◆ **Saved entries**:
◆ ◆ ◆
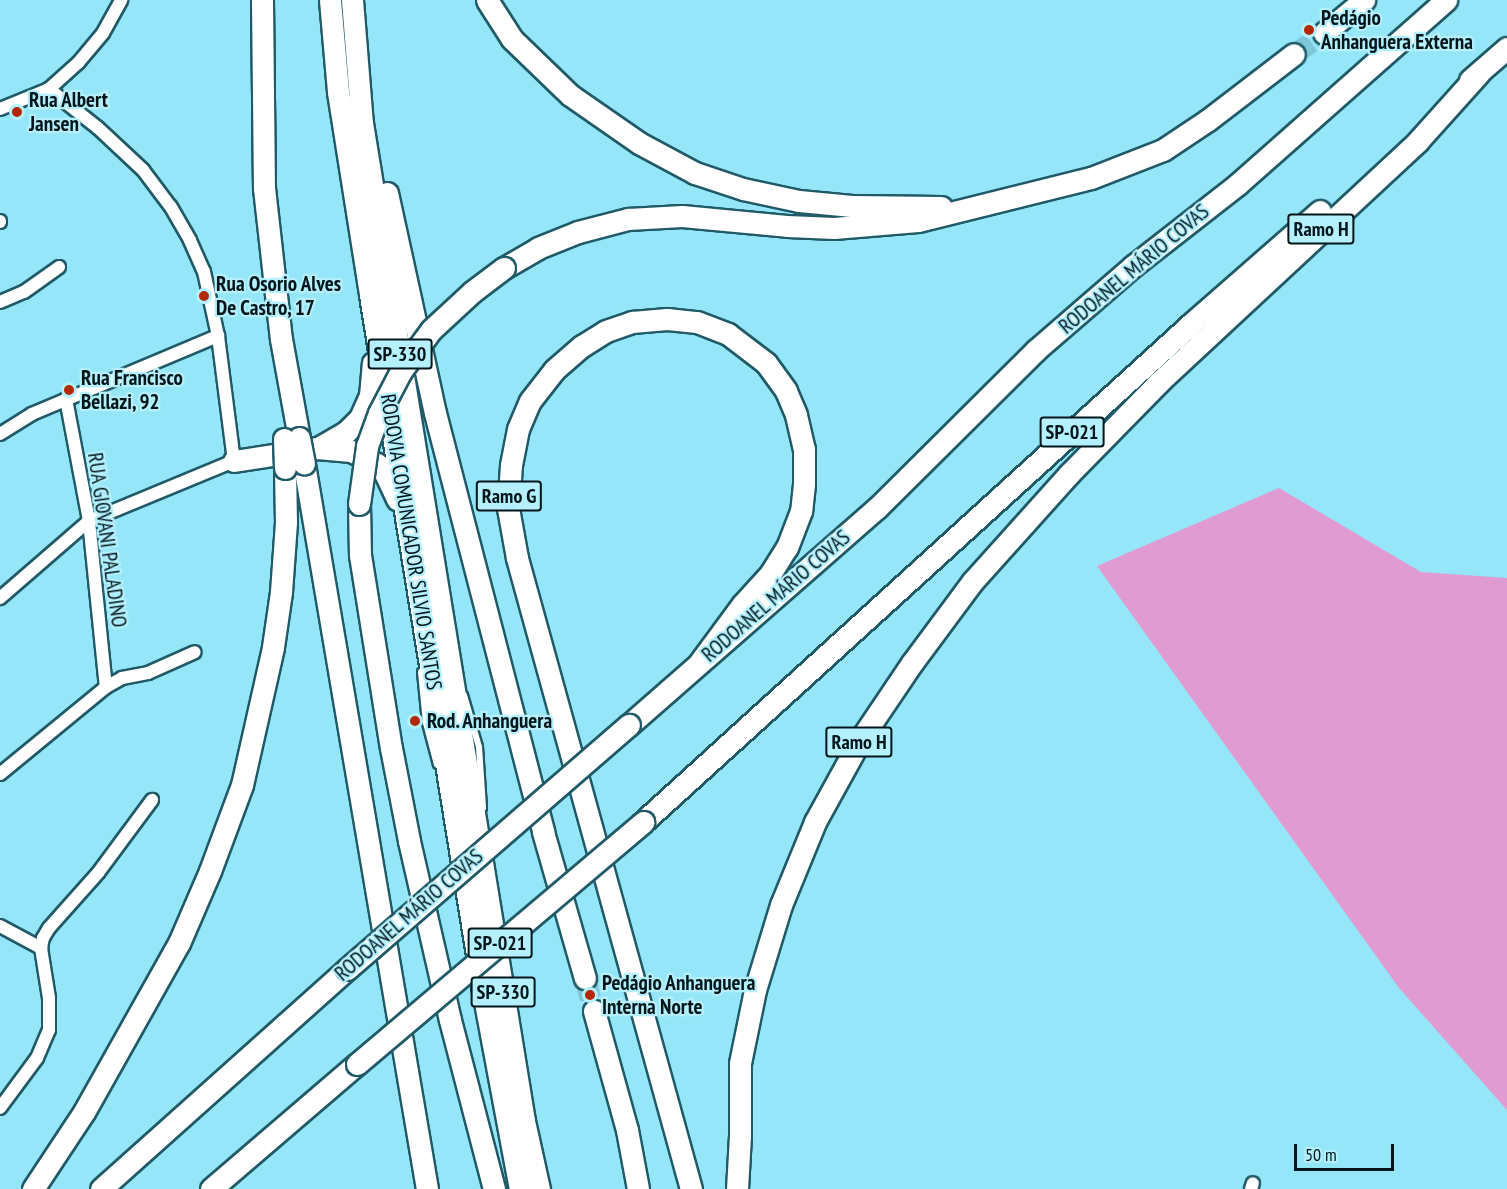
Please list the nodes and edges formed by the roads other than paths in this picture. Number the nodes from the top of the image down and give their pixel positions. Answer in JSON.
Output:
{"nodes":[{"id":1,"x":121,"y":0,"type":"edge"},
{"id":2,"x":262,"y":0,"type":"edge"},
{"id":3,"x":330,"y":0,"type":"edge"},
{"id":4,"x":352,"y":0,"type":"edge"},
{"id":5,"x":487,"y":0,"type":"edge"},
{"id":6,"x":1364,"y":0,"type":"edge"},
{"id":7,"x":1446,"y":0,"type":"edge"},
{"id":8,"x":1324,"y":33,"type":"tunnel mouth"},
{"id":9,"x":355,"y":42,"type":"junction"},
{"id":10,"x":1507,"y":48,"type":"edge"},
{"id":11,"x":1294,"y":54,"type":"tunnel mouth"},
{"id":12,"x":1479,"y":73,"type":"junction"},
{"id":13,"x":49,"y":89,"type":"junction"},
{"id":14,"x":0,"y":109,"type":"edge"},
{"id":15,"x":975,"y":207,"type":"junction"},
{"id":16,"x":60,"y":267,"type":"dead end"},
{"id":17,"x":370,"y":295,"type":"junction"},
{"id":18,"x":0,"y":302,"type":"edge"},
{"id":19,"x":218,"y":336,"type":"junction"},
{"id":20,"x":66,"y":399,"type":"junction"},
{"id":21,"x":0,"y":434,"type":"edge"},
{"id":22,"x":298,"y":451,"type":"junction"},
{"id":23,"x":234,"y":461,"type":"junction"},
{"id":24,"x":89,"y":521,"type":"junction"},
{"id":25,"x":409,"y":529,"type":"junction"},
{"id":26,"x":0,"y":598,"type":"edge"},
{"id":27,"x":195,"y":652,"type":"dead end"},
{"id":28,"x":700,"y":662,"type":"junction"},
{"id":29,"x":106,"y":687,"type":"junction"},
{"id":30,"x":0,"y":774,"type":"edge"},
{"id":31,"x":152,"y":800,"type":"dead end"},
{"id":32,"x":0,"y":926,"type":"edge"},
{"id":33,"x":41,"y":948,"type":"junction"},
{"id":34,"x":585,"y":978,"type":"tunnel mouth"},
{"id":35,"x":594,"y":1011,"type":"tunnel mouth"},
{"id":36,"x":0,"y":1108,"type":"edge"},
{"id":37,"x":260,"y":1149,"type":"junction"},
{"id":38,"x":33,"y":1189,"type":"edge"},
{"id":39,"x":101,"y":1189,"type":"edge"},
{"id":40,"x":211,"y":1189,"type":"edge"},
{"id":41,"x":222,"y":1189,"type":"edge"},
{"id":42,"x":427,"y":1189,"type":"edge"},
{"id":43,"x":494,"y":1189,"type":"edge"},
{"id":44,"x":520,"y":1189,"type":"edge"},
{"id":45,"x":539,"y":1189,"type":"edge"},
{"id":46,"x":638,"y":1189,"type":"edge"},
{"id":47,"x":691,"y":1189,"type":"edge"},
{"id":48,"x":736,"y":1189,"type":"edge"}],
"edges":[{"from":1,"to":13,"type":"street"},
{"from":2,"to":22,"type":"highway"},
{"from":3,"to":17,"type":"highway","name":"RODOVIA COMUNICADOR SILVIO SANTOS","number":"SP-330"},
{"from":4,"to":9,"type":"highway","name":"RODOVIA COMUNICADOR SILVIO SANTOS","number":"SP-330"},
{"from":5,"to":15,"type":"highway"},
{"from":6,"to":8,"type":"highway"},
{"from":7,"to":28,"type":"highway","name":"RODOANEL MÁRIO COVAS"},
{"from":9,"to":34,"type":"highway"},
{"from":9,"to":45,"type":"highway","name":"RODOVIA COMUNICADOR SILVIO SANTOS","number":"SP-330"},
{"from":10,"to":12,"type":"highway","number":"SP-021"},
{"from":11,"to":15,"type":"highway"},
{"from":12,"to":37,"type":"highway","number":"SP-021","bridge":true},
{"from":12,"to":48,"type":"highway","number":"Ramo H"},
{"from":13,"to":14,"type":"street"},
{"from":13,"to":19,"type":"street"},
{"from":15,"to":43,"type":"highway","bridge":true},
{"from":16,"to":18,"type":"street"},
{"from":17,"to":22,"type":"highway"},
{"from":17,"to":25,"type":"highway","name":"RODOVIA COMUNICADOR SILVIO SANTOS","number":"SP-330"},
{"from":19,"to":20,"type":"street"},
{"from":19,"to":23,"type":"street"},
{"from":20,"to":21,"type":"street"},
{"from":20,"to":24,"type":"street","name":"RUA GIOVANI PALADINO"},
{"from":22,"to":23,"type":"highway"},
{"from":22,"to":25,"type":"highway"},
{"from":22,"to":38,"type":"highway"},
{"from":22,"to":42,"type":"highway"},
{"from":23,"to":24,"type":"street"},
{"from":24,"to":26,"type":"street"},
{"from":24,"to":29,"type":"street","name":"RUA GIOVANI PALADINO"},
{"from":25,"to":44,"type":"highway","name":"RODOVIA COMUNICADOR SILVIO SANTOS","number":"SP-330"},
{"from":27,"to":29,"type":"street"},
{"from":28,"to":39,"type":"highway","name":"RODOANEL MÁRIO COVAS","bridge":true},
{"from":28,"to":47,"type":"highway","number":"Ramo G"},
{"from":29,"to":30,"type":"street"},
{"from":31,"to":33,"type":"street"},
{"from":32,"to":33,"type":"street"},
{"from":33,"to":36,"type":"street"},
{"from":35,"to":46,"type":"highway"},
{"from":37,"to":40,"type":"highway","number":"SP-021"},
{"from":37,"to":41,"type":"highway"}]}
◆ ◆ ◆
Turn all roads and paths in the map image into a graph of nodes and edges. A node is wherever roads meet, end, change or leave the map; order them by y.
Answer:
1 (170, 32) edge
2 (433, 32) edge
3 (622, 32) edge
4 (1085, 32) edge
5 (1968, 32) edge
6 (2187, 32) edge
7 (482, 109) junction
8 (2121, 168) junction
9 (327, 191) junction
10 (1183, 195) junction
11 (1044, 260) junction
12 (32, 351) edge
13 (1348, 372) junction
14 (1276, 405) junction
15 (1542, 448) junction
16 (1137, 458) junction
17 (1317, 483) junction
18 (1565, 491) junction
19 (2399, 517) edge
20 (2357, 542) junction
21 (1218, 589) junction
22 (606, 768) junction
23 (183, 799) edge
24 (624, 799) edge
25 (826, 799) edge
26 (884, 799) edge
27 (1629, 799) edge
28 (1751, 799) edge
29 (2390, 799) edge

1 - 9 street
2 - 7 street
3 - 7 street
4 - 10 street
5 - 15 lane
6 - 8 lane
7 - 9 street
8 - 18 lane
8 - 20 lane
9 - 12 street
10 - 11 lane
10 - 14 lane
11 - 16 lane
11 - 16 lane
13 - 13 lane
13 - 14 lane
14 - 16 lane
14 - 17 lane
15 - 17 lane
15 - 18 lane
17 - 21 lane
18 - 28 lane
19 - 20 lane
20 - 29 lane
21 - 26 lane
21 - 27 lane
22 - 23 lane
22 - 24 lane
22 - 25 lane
◆ ◆ ◆
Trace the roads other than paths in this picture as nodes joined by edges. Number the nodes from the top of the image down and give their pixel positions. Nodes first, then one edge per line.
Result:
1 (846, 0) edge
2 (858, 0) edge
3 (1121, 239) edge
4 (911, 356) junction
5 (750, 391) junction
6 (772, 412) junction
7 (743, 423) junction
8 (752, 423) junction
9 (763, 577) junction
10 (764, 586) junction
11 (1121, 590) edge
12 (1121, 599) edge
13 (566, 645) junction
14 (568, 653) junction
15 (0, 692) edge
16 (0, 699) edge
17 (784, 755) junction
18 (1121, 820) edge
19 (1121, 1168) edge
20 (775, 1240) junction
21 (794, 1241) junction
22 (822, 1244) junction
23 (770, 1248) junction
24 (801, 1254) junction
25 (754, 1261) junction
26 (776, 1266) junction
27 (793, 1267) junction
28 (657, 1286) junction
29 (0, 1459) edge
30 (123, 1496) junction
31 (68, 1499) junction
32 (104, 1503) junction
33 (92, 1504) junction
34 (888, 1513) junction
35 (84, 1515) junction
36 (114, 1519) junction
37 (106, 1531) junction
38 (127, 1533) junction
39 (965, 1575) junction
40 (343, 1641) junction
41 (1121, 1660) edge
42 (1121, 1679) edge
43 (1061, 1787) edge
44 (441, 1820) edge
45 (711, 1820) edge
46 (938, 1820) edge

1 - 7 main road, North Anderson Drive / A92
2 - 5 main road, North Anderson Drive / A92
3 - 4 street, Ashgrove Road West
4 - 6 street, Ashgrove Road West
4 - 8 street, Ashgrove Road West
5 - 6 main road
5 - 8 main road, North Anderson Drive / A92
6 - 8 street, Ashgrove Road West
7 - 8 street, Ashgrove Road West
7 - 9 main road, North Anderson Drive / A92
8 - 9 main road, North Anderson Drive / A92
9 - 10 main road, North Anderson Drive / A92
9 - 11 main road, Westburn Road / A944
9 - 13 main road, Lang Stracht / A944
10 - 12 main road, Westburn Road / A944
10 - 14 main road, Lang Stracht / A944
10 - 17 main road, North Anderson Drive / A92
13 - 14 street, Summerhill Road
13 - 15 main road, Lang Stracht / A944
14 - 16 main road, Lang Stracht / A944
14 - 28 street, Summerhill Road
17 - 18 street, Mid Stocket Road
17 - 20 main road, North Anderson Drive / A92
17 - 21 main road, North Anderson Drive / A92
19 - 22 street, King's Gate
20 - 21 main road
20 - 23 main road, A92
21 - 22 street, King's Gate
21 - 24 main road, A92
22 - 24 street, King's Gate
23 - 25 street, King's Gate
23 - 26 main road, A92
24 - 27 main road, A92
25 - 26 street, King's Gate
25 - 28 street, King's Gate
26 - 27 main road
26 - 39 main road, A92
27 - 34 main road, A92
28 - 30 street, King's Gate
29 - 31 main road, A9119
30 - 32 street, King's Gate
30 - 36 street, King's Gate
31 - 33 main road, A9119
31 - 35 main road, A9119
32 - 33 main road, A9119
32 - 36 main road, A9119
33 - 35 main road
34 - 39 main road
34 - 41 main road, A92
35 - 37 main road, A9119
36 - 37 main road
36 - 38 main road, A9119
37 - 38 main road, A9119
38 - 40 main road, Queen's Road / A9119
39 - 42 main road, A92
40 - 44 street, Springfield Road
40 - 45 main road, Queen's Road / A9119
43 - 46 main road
◆ ◆ ◆
◆ **ASSIGNED TASK**: Report back each line of the entries that holds the string "RODOVIA".

◆ **EXERCISE ANSWER**:
{"from":3,"to":17,"type":"highway","name":"RODOVIA COMUNICADOR SILVIO SANTOS","number":"SP-330"},
{"from":4,"to":9,"type":"highway","name":"RODOVIA COMUNICADOR SILVIO SANTOS","number":"SP-330"},
{"from":9,"to":45,"type":"highway","name":"RODOVIA COMUNICADOR SILVIO SANTOS","number":"SP-330"},
{"from":17,"to":25,"type":"highway","name":"RODOVIA COMUNICADOR SILVIO SANTOS","number":"SP-330"},
{"from":25,"to":44,"type":"highway","name":"RODOVIA COMUNICADOR SILVIO SANTOS","number":"SP-330"},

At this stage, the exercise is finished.